A probe into the July 11, 2009,
death of Army veteran Shem Walker dragged on for more than four years, as Hynes
said he was weighing how to proceed.
Walker, a married 49-year-old
Army vet, got into a scuffle with an undercover officer he’d tried to move from
the stoop of his grandmother’s building in Fort Greene. Walker didn’t know the
man was a cop observing a buy-and-bust operation nearby, and the altercation
got physical. Police said Walker punched the undercover, then the undercover
shot Walker three times.
It was Hynes’ successor,
Kenneth Thompson, who finally decided not to submit the case to a grand jury
earlier this year.
“There was absolutely no reason
that I can fathom for keeping these cases open for so long,” said the Walker
family’s lawyer, Scott Rynecki. “The fact that prior DA Hynes sat on these
cases for so long left no choice for the new DA because so much time had
passed. The families are entitled to closure.”
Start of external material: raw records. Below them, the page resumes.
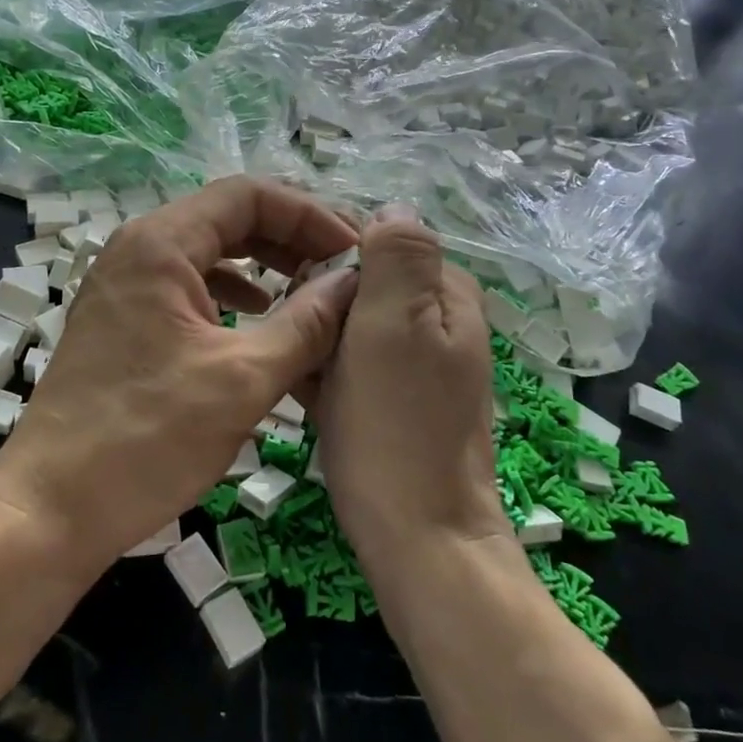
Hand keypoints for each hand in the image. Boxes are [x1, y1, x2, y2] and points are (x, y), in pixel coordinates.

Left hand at [0, 176, 360, 571]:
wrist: (52, 506)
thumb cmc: (147, 438)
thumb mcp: (242, 379)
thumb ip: (307, 324)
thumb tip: (354, 282)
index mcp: (160, 243)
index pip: (249, 195)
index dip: (309, 215)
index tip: (354, 252)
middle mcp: (137, 249)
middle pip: (228, 218)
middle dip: (291, 238)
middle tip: (342, 270)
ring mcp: (124, 284)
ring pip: (208, 252)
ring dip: (263, 265)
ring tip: (311, 294)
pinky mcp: (121, 319)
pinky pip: (187, 286)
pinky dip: (230, 294)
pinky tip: (257, 320)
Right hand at [315, 207, 509, 565]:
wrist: (417, 536)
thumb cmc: (398, 424)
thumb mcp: (396, 324)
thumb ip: (399, 255)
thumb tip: (391, 205)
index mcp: (446, 292)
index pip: (378, 239)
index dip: (331, 253)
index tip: (296, 285)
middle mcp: (438, 319)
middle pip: (361, 281)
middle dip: (321, 299)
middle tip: (299, 334)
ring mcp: (416, 361)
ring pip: (349, 321)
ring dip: (317, 335)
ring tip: (297, 365)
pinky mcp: (395, 395)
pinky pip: (350, 360)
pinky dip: (324, 367)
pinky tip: (304, 391)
Hynes declined to comment.
Bronx DA Robert Johnson managed
to score a manslaughter indictment against Officer Richard Haste for the
shooting death of Ramarley Graham in 2012.
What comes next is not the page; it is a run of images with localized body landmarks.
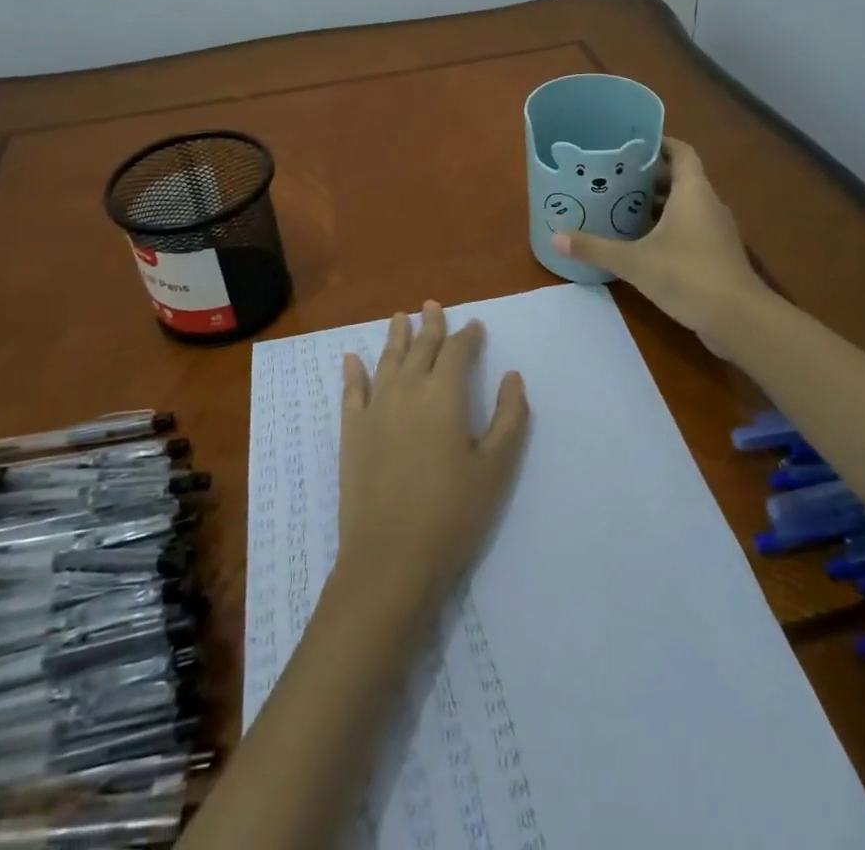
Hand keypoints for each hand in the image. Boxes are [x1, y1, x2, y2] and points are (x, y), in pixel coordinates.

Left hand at [336, 303, 529, 619]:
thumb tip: (513, 377)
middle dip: (430, 324)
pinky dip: (353, 370)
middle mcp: (407, 389)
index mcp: (444, 394)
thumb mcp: (496, 467)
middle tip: (433, 305)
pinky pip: (352, 390)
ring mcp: (374, 408)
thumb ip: (510, 417)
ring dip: (395, 336)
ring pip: (387, 359)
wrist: (390, 559)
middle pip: (420, 347)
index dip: (467, 335)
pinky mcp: (352, 431)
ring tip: (400, 317)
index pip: (457, 350)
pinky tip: (351, 357)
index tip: (475, 325)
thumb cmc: (453, 513)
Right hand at [551, 138, 767, 354]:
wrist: (738, 319)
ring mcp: (717, 231)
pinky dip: (669, 227)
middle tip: (616, 177)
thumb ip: (595, 248)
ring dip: (659, 204)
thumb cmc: (687, 275)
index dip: (660, 143)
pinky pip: (691, 228)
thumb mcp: (634, 261)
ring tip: (623, 206)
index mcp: (693, 192)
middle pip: (681, 178)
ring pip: (686, 205)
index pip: (682, 152)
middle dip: (650, 177)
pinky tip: (643, 242)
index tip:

Haste said he’d followed Graham
into his E. 229th St. home as part of a drug investigation, and opened fire on
the 18-year-old when the teen reached for his waistband. No weapon was found.
But Johnson’s victory was
short-lived. A judge tossed the indictment, finding prosecutors made a mistake
in their presentation. He presented the case to a grand jury again, and said he
was “surprised and shocked” when the grand jury voted not to indict.
Queens District Attorney
Richard Brown prosecuted three officers for manslaughter and reckless endangerment
for the 2006 killing of Sean Bell — another death that sparked nationwide
protests. Bell was leaving his bachelor party at a Jamaica strip club with two
friends when cops unleashed a fusillade of 50 bullets at their gray Nissan
Altima.
The feds are investigating the
Graham and Garner cases for possible civil rights violations. But Siegel noted
it’s been two decades since the feds last prosecuted a fatal police case in New
York.
Anthony Baez, 29, was tossing a
football around with his brothers in the Bronx when the ball hit a squad car in
1994. Officer Frank Livoti became enraged and squeezed the life out of Baez
with a chokehold. A Bronx grand jury indicted him and he was acquitted by a
judge of criminally negligent homicide.
Livoti was convicted in 1998 of
federal civil rights violations and served nearly seven years in prison.
Siegel said the Garner case
would be more difficult for the feds because Garner was a criminal suspect,
albeit a very low-level one.
As for the shooting death of
Gurley, who was laid to rest Saturday, sources told The News that Thompson will
empanel a grand jury by the end of the month to consider possible charges
against rookie cop Peter Liang.
Several state and local
politicians, meanwhile, have called for a special prosecutor to handle all
cases where people have been killed by police, believing local district
attorneys can’t pursue them objectively because they work so closely with cops.
Editor's note: The News added
that the 80 officers killed in the line of duty over the past 15 years, a
figure provided by the Patrolmen's Benevolent Association, include those who
died of illnesses related to their work after the Sept. 11 terrorist attack.